--- TASK TO COMPLETE ---
Among the records that follow, how many lines include the string "lane"? Only the number is wanted.

--- PROVIDED ENTRIES ---

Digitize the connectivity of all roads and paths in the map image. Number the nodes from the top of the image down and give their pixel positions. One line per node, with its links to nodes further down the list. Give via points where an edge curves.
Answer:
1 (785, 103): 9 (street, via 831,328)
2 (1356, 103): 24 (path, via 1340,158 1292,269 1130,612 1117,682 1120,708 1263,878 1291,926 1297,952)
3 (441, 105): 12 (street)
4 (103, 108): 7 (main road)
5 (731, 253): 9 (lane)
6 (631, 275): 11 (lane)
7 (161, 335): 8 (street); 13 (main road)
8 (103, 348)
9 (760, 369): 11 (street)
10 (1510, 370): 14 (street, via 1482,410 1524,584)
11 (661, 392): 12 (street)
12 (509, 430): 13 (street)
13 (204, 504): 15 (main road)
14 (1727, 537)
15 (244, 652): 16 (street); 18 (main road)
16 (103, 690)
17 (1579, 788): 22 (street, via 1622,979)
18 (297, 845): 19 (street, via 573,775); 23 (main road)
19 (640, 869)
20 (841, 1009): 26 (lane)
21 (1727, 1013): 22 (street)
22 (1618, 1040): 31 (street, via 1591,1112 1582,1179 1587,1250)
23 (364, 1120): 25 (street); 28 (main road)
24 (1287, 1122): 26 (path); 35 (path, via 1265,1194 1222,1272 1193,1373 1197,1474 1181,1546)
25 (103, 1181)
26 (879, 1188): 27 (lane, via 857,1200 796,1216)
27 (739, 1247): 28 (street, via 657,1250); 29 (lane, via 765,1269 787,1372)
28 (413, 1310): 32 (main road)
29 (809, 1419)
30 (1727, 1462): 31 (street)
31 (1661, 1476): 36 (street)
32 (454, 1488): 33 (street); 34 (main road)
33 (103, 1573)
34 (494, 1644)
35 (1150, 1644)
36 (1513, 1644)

--- FINAL ANSWER ---
5